Lithium ion batteries are highly complex things, explains David Greenwood, advanced propulsion systems expert at the Warwick Manufacturing Group: “An EV battery is a mix of materials; some are conventional engineering materials, like steel and aluminium, and others are active materials, the electrochemical components.”
An anode (the negative electrode) is usually made from graphite with additives such as silicon. Graphite can be natural (mined and refined) or synthetic.
The most expensive material in the battery is for the cathode (the positive electrode), at about a third of the cost of the entire battery.
“The materials used vary: some are better for long-range vehicles, others are better for cheap, short-range vehicles and then there are some in between,” says Greenwood.
“The dominant chemistries are nickel-cobalt-aluminium [NCA] and nickel-cobalt-manganese [NMC].
“Nickel isn’t a major supply problem: it’s already produced in huge quantities for the engineering industry and is used in stainless steel and many other things. Cobalt is the problem child. Most of it comes from the Democratic Republic of the Congo [DRC]. About 70% comes from large corporate mining companies that operate to the worldwide standards but about 30% from small, informal mines which aren’t well regulated, and there are humanitarian concerns.”

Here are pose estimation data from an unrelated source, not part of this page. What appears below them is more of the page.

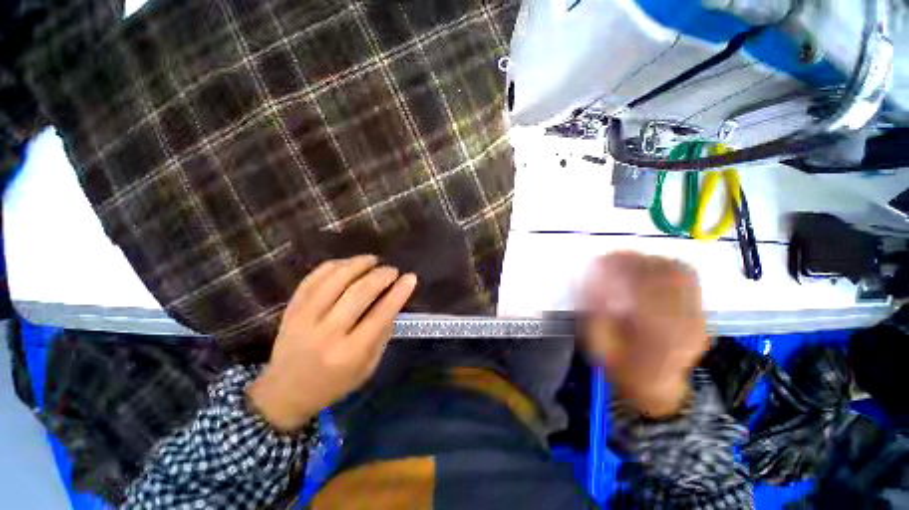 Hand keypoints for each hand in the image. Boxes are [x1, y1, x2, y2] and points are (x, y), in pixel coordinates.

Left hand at [247, 255, 417, 431]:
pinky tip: (348, 264)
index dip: (398, 293)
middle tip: (392, 270)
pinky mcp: (291, 308)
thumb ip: (382, 334)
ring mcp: (304, 318)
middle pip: (359, 293)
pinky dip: (335, 265)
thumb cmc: (334, 383)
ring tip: (373, 260)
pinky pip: (314, 278)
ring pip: (336, 279)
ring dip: (358, 264)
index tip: (410, 277)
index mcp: (350, 353)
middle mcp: (327, 333)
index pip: (380, 315)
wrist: (285, 392)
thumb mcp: (368, 367)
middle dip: (381, 275)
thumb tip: (394, 300)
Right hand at [580, 252, 707, 417]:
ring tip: (629, 262)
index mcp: (655, 330)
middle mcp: (683, 320)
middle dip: (634, 259)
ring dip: (651, 260)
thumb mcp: (599, 343)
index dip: (619, 265)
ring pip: (680, 271)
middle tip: (611, 258)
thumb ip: (594, 309)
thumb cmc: (621, 368)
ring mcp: (697, 316)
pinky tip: (649, 271)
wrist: (656, 390)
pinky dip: (667, 267)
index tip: (599, 260)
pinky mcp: (700, 313)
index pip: (641, 283)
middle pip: (664, 273)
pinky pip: (689, 279)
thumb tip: (591, 277) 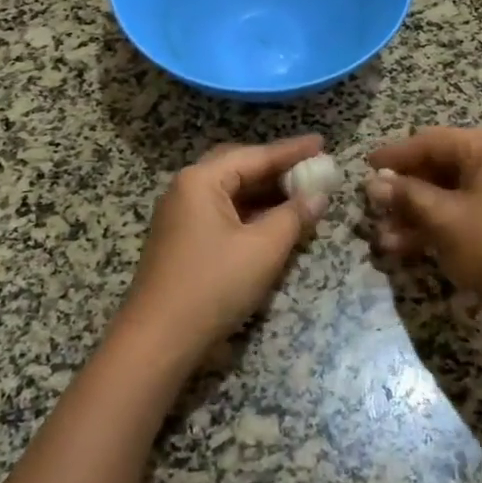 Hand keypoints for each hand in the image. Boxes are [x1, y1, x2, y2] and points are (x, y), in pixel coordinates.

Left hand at [116, 135, 329, 363]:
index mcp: (201, 180)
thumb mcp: (263, 249)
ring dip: (265, 192)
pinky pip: (223, 213)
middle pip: (239, 167)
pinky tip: (275, 222)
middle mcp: (186, 189)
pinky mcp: (183, 240)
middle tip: (311, 167)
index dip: (292, 150)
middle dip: (277, 168)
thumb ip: (294, 216)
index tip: (323, 142)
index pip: (255, 155)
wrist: (158, 340)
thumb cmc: (213, 285)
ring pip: (231, 192)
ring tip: (301, 193)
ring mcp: (181, 216)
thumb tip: (319, 195)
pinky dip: (251, 213)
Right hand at [366, 127, 481, 339]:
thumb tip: (373, 183)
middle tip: (373, 211)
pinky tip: (408, 249)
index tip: (363, 168)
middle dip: (404, 193)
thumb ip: (407, 196)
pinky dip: (440, 225)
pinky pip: (468, 210)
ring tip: (384, 240)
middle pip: (440, 167)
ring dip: (417, 215)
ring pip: (451, 193)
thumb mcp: (444, 220)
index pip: (430, 141)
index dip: (394, 156) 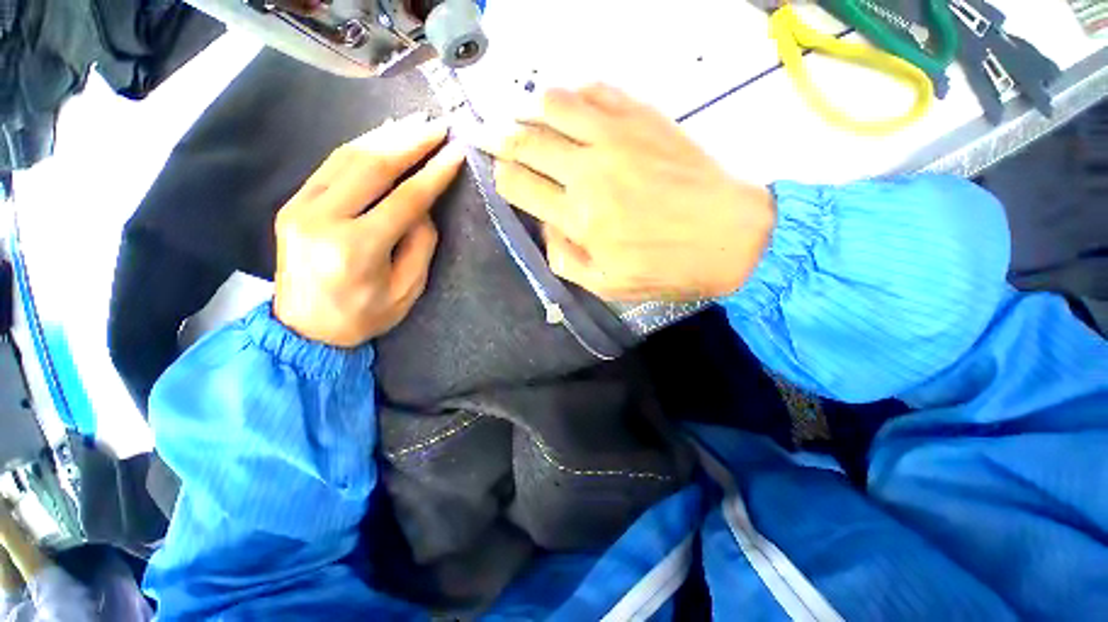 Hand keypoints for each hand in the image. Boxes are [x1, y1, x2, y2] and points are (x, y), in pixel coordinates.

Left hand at [273, 113, 465, 347]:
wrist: (305, 330)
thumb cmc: (365, 316)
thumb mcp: (407, 289)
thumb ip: (419, 244)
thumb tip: (423, 206)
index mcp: (357, 248)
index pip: (405, 199)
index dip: (434, 174)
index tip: (456, 152)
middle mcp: (323, 219)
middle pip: (372, 167)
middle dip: (410, 142)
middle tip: (437, 126)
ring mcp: (300, 206)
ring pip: (347, 157)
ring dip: (385, 136)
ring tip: (414, 123)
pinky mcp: (293, 203)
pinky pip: (330, 165)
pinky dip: (360, 146)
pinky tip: (381, 136)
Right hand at [479, 84, 774, 300]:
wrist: (730, 236)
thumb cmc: (666, 268)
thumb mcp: (606, 285)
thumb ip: (564, 258)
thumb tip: (546, 225)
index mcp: (578, 217)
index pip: (518, 184)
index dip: (500, 176)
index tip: (498, 173)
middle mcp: (588, 170)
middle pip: (525, 140)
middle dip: (498, 137)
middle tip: (487, 134)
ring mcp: (616, 136)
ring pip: (552, 104)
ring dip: (529, 109)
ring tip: (525, 119)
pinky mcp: (642, 117)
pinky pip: (595, 90)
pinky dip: (573, 95)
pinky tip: (571, 108) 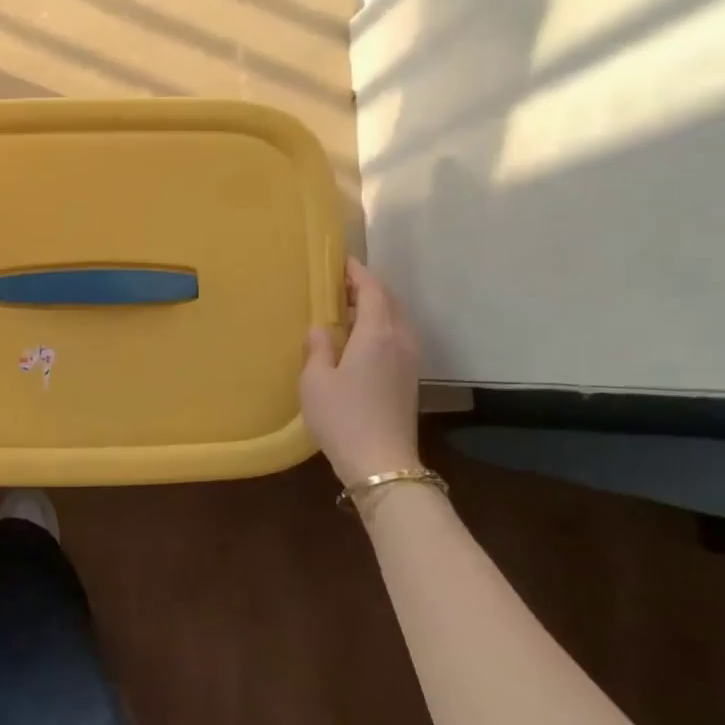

The amount of cobalt is being reduced, though. An NMC battery might once have contained six parts nickel, two parts cobalt and two parts manganese (a formula known as 622). Today, the state-of-the-art battery halves the amount of cobalt and manganese to nine parts nickel, a half part cobalt and a half part manganese (known as 811 or 955).
Batteries containing cobalt are typically used in long-range or high-performance vehicles and, until recently, in low-end and mid-range vehicles as well. Now a second category has emerged, the lithium iron phosphate (LFP) battery. It’s lower-capacity and less efficient than NMC but contains no nickel or cobalt. ‘Doping’ it with manganese to produce an LMFP battery improves the performance.